● **Collected data entries**
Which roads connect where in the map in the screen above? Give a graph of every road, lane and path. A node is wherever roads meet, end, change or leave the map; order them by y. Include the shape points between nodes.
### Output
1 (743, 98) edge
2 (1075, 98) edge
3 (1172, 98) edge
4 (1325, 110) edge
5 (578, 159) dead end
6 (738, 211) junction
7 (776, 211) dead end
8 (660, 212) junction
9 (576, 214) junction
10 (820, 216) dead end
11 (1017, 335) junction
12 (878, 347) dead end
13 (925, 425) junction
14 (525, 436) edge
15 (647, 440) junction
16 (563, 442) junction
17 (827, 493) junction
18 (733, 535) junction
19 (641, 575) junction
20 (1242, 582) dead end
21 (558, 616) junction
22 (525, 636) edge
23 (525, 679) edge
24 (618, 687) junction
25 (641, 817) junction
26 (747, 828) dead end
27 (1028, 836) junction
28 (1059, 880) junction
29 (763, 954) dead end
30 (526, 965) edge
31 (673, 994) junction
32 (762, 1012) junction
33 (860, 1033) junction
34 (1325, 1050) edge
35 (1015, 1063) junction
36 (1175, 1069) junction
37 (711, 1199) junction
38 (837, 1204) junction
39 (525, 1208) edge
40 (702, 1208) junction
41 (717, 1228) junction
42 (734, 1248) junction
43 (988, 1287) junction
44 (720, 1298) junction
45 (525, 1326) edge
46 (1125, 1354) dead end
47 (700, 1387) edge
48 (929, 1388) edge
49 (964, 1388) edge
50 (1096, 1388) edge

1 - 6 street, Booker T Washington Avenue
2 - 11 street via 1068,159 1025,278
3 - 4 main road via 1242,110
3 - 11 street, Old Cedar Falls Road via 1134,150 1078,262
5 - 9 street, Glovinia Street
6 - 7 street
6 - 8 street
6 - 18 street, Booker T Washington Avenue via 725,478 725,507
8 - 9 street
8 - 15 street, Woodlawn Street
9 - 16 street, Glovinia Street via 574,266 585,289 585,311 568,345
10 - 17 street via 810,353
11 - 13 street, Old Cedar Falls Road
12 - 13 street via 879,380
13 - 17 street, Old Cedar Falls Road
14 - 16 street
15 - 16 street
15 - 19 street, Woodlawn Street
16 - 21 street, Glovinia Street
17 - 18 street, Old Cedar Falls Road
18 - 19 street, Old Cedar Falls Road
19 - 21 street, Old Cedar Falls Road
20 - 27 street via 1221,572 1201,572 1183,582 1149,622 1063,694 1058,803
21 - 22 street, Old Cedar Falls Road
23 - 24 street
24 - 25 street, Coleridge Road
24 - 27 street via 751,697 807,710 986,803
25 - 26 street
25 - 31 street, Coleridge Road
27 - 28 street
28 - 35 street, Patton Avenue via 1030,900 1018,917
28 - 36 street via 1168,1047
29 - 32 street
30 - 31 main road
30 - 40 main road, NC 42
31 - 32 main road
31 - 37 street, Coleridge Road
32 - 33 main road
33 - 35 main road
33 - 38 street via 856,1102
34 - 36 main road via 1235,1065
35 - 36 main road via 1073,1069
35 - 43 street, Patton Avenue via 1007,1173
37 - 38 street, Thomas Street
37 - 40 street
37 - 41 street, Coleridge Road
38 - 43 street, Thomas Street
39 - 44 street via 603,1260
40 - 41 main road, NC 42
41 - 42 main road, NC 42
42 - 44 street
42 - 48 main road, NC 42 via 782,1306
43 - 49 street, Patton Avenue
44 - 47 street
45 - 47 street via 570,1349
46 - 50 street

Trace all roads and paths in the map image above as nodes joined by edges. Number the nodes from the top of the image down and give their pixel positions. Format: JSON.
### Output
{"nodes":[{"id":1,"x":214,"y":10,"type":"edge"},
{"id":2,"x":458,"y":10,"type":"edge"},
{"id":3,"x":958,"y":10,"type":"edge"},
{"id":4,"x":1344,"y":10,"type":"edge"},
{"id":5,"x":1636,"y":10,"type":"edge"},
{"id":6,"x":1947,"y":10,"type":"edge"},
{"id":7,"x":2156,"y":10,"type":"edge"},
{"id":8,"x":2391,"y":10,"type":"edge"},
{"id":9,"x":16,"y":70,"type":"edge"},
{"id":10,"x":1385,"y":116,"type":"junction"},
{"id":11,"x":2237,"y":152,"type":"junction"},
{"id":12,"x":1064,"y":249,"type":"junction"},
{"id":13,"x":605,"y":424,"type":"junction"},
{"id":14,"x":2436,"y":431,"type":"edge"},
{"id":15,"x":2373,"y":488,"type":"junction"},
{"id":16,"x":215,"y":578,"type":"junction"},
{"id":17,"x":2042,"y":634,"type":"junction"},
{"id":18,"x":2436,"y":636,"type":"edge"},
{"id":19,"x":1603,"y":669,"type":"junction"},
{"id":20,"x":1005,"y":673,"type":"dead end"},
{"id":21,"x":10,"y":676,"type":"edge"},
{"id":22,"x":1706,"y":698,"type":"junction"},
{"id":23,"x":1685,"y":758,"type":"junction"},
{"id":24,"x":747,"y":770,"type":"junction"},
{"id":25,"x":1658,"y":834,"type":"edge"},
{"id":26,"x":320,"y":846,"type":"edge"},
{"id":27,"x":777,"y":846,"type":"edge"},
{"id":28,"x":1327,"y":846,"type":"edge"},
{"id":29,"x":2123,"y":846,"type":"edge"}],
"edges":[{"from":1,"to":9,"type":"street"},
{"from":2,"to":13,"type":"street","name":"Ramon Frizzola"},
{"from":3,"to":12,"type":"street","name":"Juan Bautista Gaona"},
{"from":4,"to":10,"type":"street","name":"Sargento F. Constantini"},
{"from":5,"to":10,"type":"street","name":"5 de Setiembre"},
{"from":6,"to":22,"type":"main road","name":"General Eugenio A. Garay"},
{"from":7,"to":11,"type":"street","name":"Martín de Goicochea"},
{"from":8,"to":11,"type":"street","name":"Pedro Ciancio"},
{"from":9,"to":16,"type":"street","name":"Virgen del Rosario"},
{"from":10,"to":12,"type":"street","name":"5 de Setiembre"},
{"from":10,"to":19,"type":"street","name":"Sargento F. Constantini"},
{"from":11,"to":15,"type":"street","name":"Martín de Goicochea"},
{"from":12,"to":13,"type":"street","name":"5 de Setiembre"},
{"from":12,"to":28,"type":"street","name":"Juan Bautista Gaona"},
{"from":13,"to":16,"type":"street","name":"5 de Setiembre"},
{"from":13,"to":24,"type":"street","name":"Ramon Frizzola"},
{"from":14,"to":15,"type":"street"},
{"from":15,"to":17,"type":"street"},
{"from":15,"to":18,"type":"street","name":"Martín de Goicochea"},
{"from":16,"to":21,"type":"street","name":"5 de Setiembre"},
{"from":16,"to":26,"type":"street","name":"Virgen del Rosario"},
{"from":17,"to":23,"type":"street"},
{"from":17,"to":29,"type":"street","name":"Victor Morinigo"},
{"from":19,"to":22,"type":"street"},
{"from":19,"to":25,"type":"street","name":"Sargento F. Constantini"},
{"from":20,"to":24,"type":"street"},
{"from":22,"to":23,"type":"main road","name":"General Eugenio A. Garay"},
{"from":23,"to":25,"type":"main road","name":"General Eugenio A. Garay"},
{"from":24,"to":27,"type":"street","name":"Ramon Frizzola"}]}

● **ABOUT THIS EXERCISE**
Report every line of the records that contains the word "edges".

● **REPLY**
Trace all roads and paths in the map image above as nodes joined by edges. Number the nodes from the top of the image down and give their pixel positions. Format: JSON.
"edges":[{"from":1,"to":9,"type":"street"},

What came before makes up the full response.